## [Given records]
::::::::
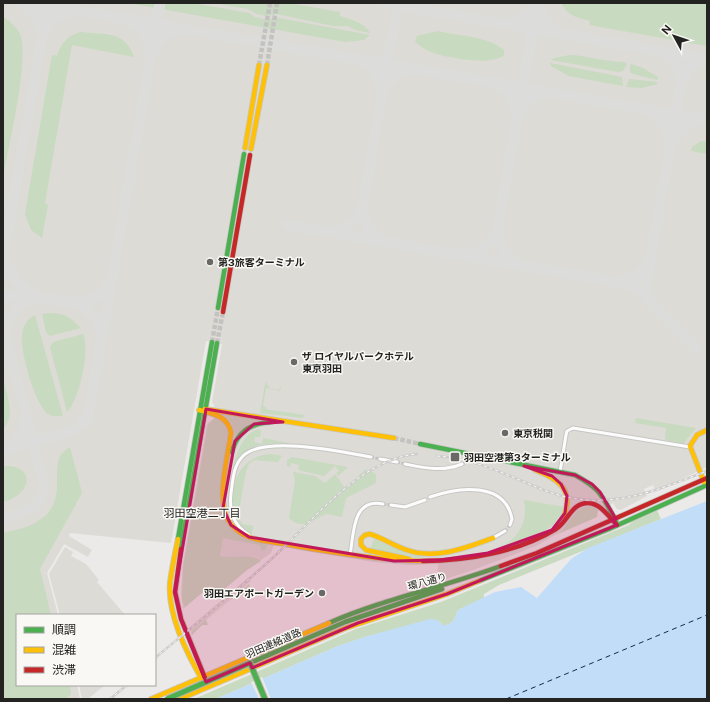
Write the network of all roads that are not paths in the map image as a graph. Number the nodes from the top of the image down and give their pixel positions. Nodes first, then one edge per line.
1 (259, 65) tunnel mouth
2 (267, 65) tunnel mouth
3 (245, 148) dead end
4 (251, 149) dead end
5 (244, 154) dead end
6 (250, 155) dead end
7 (199, 410) junction
8 (206, 410) junction
9 (283, 422) junction
10 (707, 430) edge
11 (394, 438) tunnel mouth
12 (420, 444) tunnel mouth
13 (690, 447) junction
14 (371, 458) tunnel mouth
15 (380, 459) tunnel mouth
16 (492, 461) tunnel mouth
17 (397, 462) tunnel mouth
18 (501, 462) junction
19 (406, 464) tunnel mouth
20 (462, 464) tunnel mouth
21 (524, 466) junction
22 (560, 472) junction
23 (705, 479) edge
24 (706, 485) edge
25 (224, 495) junction
26 (430, 497) dead end
27 (425, 500) dead end
28 (384, 504) tunnel mouth
29 (391, 505) tunnel mouth
30 (614, 520) junction
31 (510, 525) dead end
32 (617, 525) junction
33 (552, 530) junction
34 (505, 531) tunnel mouth
35 (256, 538) junction
36 (493, 538) joint
37 (350, 555) junction
38 (416, 561) junction
39 (462, 581) junction
40 (447, 594) junction
41 (388, 607) junction
42 (250, 663) junction
43 (202, 676) junction
44 (207, 688) junction
45 (151, 699) edge
46 (167, 699) edge
47 (180, 699) edge
48 (266, 699) edge

1 - 3 street
2 - 4 street
5 - 6 street
7 - 8 street
7 - 8 street
7 - 43 street
8 - 9 street
8 - 25 street
8 - 43 street
9 - 11 street
9 - 25 street
10 - 13 street
12 - 18 street
13 - 22 street
13 - 23 street
14 - 35 street
15 - 17 street
16 - 18 street
18 - 21 street
19 - 20 street
21 - 22 street
21 - 33 street
22 - 30 street
23 - 24 street
23 - 30 street, 環八通り
24 - 32 street, 環八通り
25 - 35 street
26 - 31 street
27 - 29 street
28 - 37 street
30 - 32 street
30 - 33 street
30 - 39 street, 環八通り
32 - 40 street, 環八通り
33 - 38 street
34 - 36 street
35 - 37 street
36 - 38 street
37 - 38 street
39 - 41 street
39 - 43 street, 環八通り
40 - 41 street
40 - 44 street, 環八通り
41 - 42 street, 羽田連絡道路
42 - 46 street, 羽田連絡道路, bridge
42 - 48 street, bridge
43 - 44 street
43 - 45 street, 環八通り
44 - 47 street, 環八通り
::::::::
## [Problem]
For the data above, count every line in which the string "羽田連絡道路" appears, and answer with the count only.

## [Answer for the task]
2